(Beginning of Exercise input)

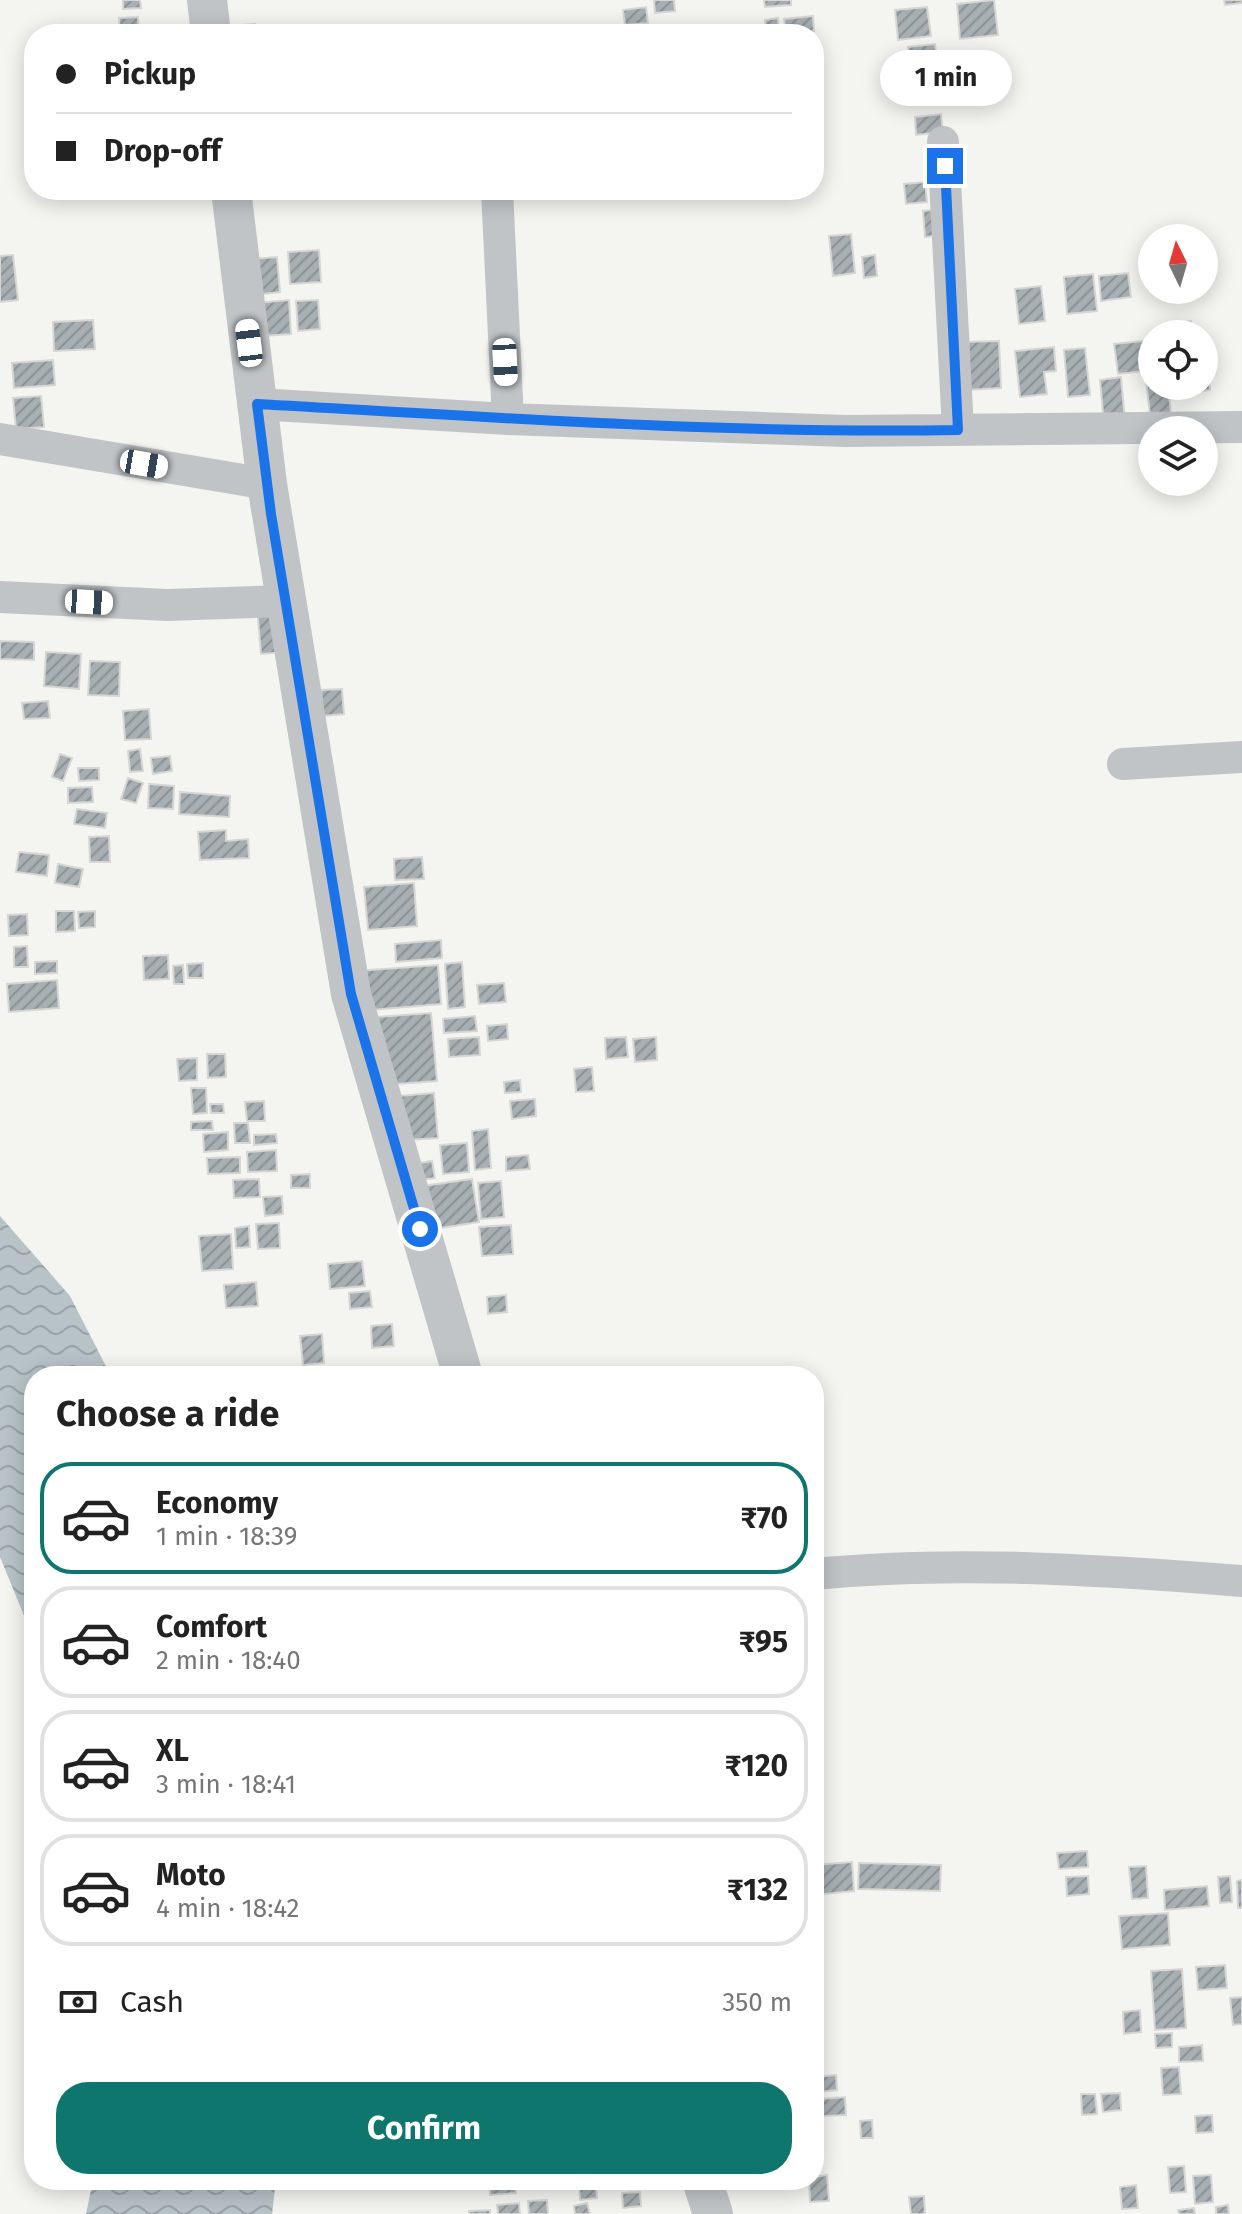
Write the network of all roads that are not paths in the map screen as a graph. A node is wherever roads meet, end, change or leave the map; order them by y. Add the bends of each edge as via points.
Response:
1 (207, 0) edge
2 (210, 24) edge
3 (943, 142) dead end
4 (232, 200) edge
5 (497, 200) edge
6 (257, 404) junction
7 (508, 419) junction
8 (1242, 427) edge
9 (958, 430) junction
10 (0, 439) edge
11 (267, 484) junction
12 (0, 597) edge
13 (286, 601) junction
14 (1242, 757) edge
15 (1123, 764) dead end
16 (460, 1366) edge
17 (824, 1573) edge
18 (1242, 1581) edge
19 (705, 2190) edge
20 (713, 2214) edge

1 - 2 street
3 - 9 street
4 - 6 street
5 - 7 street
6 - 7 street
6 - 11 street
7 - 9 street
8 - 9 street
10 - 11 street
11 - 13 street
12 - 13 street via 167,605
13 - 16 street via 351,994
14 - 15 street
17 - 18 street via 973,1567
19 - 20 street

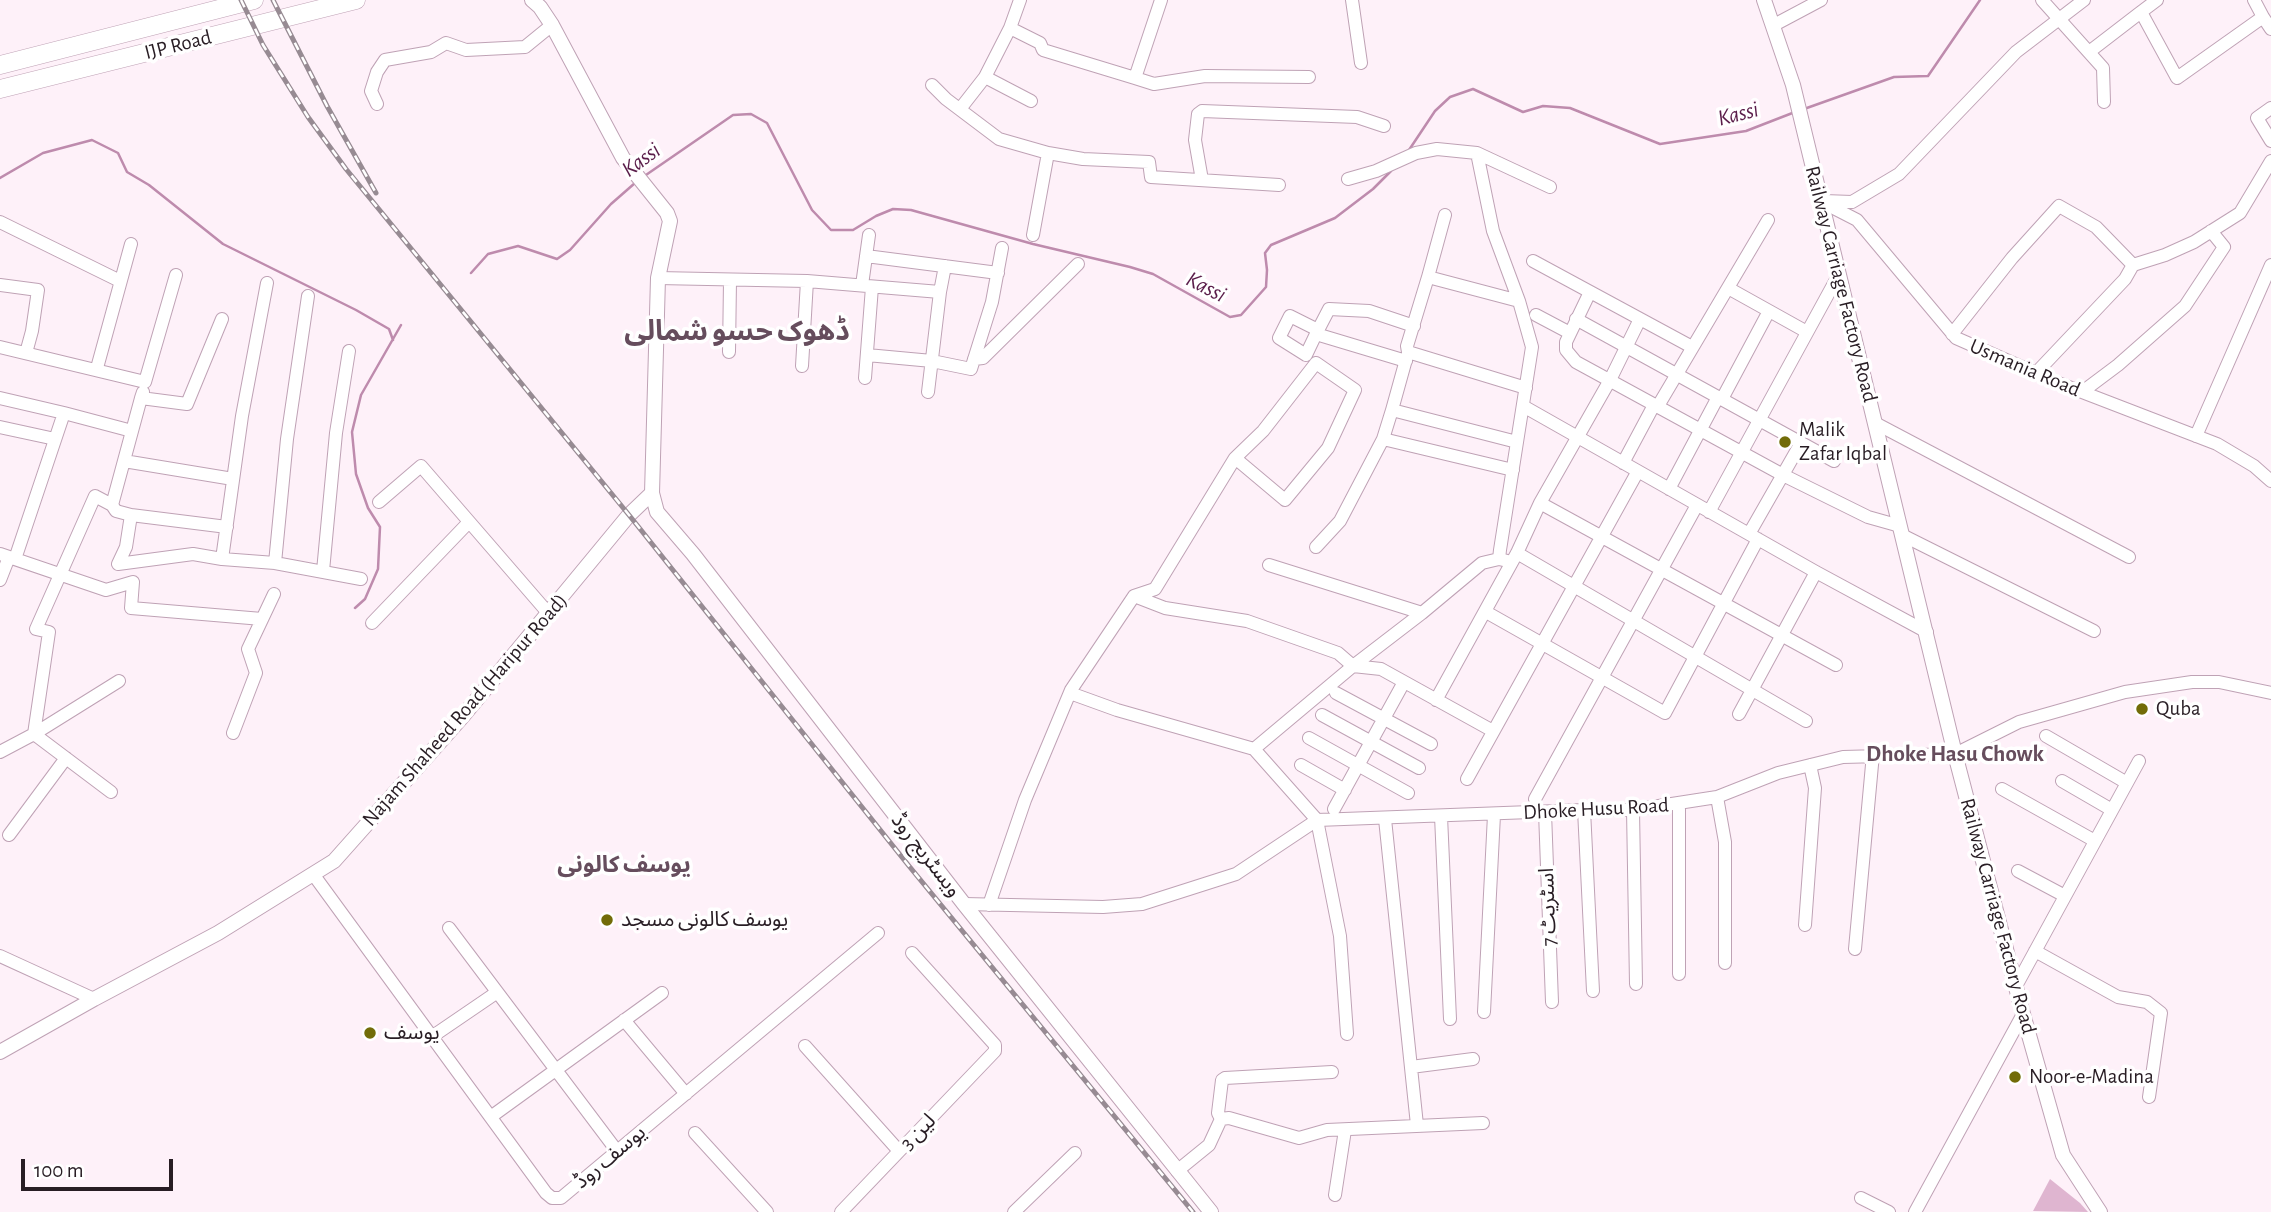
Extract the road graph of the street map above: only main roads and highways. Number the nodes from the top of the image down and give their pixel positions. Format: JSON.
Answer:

(End of Exercise input)

== Your task ==
Copy out nothing but text: transcribe the listing exactly and skip each picture.

== Solution for this problem ==
Write the network of all roads that are not paths in the map screen as a graph. A node is wherever roads meet, end, change or leave the map; order them by y. Add the bends of each edge as via points.
Response:
1 (207, 0) edge
2 (210, 24) edge
3 (943, 142) dead end
4 (232, 200) edge
5 (497, 200) edge
6 (257, 404) junction
7 (508, 419) junction
8 (1242, 427) edge
9 (958, 430) junction
10 (0, 439) edge
11 (267, 484) junction
12 (0, 597) edge
13 (286, 601) junction
14 (1242, 757) edge
15 (1123, 764) dead end
16 (460, 1366) edge
17 (824, 1573) edge
18 (1242, 1581) edge
19 (705, 2190) edge
20 (713, 2214) edge

1 - 2 street
3 - 9 street
4 - 6 street
5 - 7 street
6 - 7 street
6 - 11 street
7 - 9 street
8 - 9 street
10 - 11 street
11 - 13 street
12 - 13 street via 167,605
13 - 16 street via 351,994
14 - 15 street
17 - 18 street via 973,1567
19 - 20 street

Extract the road graph of the street map above: only main roads and highways. Number the nodes from the top of the image down and give their pixel positions. Format: JSON.
Answer:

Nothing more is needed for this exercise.